Description of Patients With Acute Venous Thromboembolism in the UK's Clinical Practice Research Datalink Linked With Hospital Episode Statistics Dataset (CPRD-HES)

NCT02661568 | Completed

• 1 other identifier: CV185-368
• Study Type: observational
• Target: 38,409
• Locations: 0 countries
• Sites: N/A

Brief Summary

This study will utilize a retrospective cohort design.
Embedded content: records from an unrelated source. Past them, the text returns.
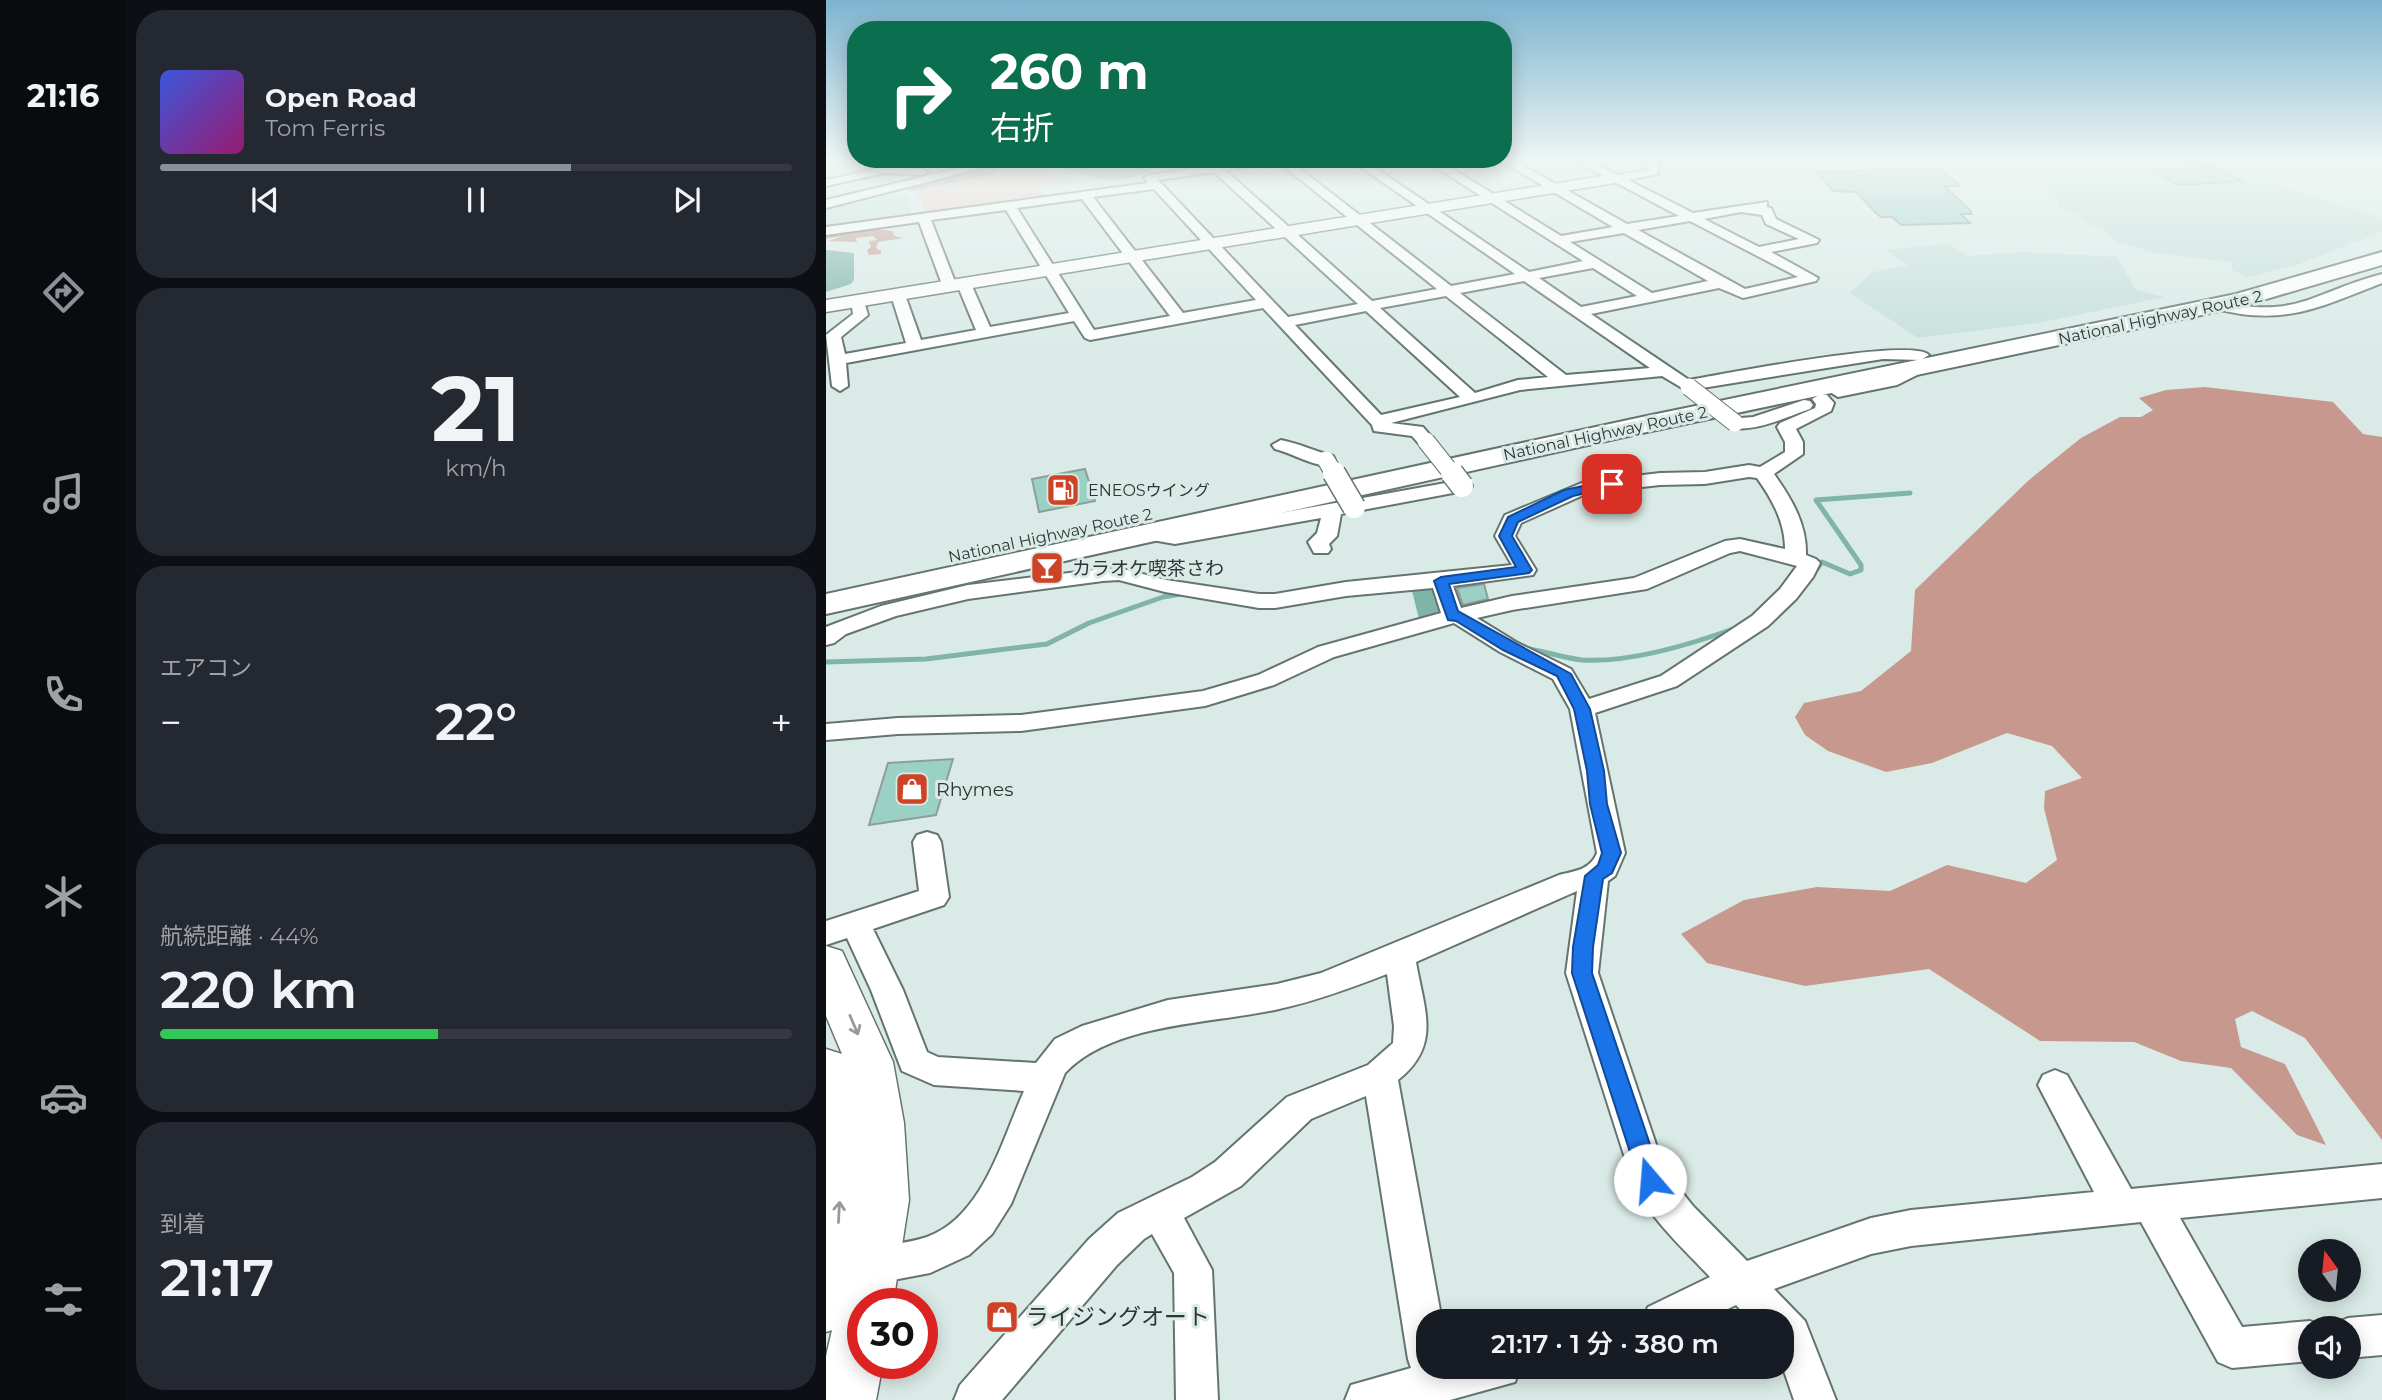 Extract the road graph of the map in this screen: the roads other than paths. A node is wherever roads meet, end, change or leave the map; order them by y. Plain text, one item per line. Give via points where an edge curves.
1 (864, 226) edge
2 (928, 226) edge
3 (1022, 226) edge
4 (1108, 226) edge
5 (1195, 226) edge
6 (1281, 226) edge
7 (1324, 226) edge
8 (1366, 226) edge
9 (1451, 226) edge
10 (1537, 226) edge
11 (1623, 226) edge
12 (1636, 226) edge
13 (1708, 226) edge
14 (1782, 226) edge
15 (1626, 228) junction
16 (826, 231) edge
17 (1287, 232) junction
18 (1559, 240) junction
19 (1211, 244) junction
20 (2382, 244) edge
21 (1757, 251) junction
22 (1131, 257) junction
23 (2382, 258) edge
24 (1595, 263) junction
25 (1050, 271) junction
26 (1524, 277) junction
27 (2382, 278) edge
28 (1721, 282) junction
29 (957, 286) junction
30 (1449, 291) junction
31 (898, 295) junction
32 (1651, 298) junction
33 (858, 301) junction
34 (1265, 303) junction
35 (2218, 305) junction
36 (826, 306) edge
37 (1369, 306) junction
38 (1577, 312) junction
39 (1076, 316) junction
40 (1180, 319) junction
41 (1285, 322) junction
42 (985, 333) junction
43 (1099, 334) junction
44 (915, 346) junction
45 (1111, 352) dead end
46 (838, 360) junction
47 (1921, 362) junction
48 (1665, 371) junction
49 (1563, 381) junction
50 (840, 386) dead end
51 (1688, 386) junction
52 (1821, 398) junction
53 (1472, 399) junction
54 (1377, 421) junction
55 (1281, 445) dead end
56 (1763, 472) junction
57 (1354, 507) junction
58 (1332, 511) junction
59 (1142, 533) junction
60 (1321, 549) dead end
61 (1795, 558) junction
62 (1441, 581) junction
63 (826, 584) edge
64 (826, 604) edge
65 (1452, 617) junction
66 (826, 638) edge
67 (1582, 709) junction
68 (826, 732) edge
69 (928, 842) dead end
70 (1594, 876) junction
71 (841, 928) edge
72 (1401, 956) junction
73 (826, 962) edge
74 (826, 1069) edge
75 (1380, 1075) junction
76 (1046, 1078) junction
77 (2055, 1085) dead end
78 (2382, 1181) edge
79 (2136, 1205) junction
80 (1160, 1212) junction
81 (1740, 1282) junction
82 (868, 1288) edge
83 (879, 1288) edge
84 (826, 1304) edge
85 (1686, 1309) edge
86 (1766, 1309) edge
87 (2382, 1335) edge
88 (2361, 1337) edge
89 (2298, 1342) edge
90 (1794, 1343) edge
91 (850, 1379) edge
92 (1432, 1379) edge
93 (1410, 1383) edge
94 (846, 1400) edge
95 (975, 1400) edge
96 (1197, 1400) edge
97 (1815, 1400) edge

1 - 16 street
2 - 29 street
3 - 25 street
4 - 22 street
5 - 19 street
6 - 17 street
7 - 17 street
8 - 30 street
9 - 26 street
10 - 18 street
11 - 15 street
12 - 15 street
13 - 21 street
14 - 21 street via 1812,240
15 - 18 street
15 - 28 street
17 - 19 street
17 - 37 street
18 - 24 street
19 - 22 street
19 - 34 street
20 - 47 highway, National Highway Route 2 via 2329,264 2189,300
21 - 28 street via 1811,278 1743,294
22 - 25 street
22 - 40 street
23 - 35 highway, National Highway Route 2
24 - 26 street
24 - 32 street
25 - 29 street
25 - 39 street
26 - 30 street
26 - 38 street
27 - 35 street via 2283,314
28 - 32 street
29 - 31 street
29 - 42 street
30 - 37 street
30 - 49 street
31 - 33 street
31 - 44 street
32 - 38 street
33 - 36 street
33 - 46 street via 861,315 833,336
34 - 40 street
34 - 41 street
35 - 47 highway, National Highway Route 2
37 - 41 street
37 - 53 street
38 - 48 street
39 - 42 street
39 - 43 street via 1090,335
40 - 43 street
41 - 54 street
42 - 44 street
43 - 45 street
44 - 46 street
46 - 50 street
47 - 51 street via 1875,355
47 - 52 street via 1911,375
47 - 59 highway, National Highway Route 2
47 - 63 highway, National Highway Route 2 via 1195,503
48 - 49 street
48 - 51 street
49 - 53 street via 1518,386
51 - 52 street, bridge via 1735,423 1755,422
52 - 56 street via 1825,403 1822,411 1786,427 1794,454
53 - 54 street
54 - 57 street, bridge via 1370,425 1417,431 1462,486
55 - 57 street, bridge via 1326,460
56 - 61 street via 1784,502 1797,545
56 - 62 street via 1584,488 1512,519 1505,536 1525,570
57 - 58 street
58 - 59 street via 1175,538
58 - 60 street via 1327,536 1318,542
59 - 64 highway, National Highway Route 2
61 - 65 street via 1740,545 1725,547 1639,584
61 - 67 street via 1810,563 1802,578 1760,621 1669,681
62 - 65 street
62 - 66 street via 1267,601 1103,575 968,592 888,611
65 - 67 street via 1563,674
65 - 68 street via 1325,652 1266,680 1205,698 1021,723
67 - 70 street via 1611,853 1605,869
69 - 71 street via 934,897
70 - 72 street
70 - 81 street via 1582,973 1650,1180
71 - 76 street via 887,990 915,1061 947,1072
72 - 75 street via 1409,1046
72 - 76 street via 1325,985 1168,1013 1094,1036 1067,1049
73 -> 82 street via 869,1062 879,1123 883,1200
84 -> 74 street via 839,1223 842,1162 839,1118
75 - 80 street via 1299,1108 1228,1174
75 - 93 street
76 - 83 street via 998,1192 979,1222 956,1242
77 - 79 street
78 - 79 street
79 - 81 street via 1911,1228 1871,1236
79 - 89 street via 2232,1349
80 - 95 street via 1131,1226 1103,1252
80 - 96 street via 1193,1270
81 - 85 street
81 - 86 street
87 - 88 street
90 - 97 street
91 - 94 street
92 - 93 street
Using the Clinical Practice Research Datalink (CPRD) linked with Hospital Episode Statistics (HES) datasets, all patients with a record of VTE diagnosis between 1 April, 2008 and 31 March, 2013 will be identified and followed from the occurrence of VTE (index date) to the first of 24 months after the index date, end of the study period, leaving the database, or death.

Conditions

Venous Thromboembolism

Outcome Measures

Primary Outcomes (1)

• Anticoagulation treatment patterns for patients following acute Venous Thromboembolism (VTE) based on all VTE events that occur during the study period

  Anticoagulation treatment pattern includes type of anticoagulant (AC), duration of AC treatment, switching between ACs and switching from AC to aspirin or other antiplatelet agents (APA).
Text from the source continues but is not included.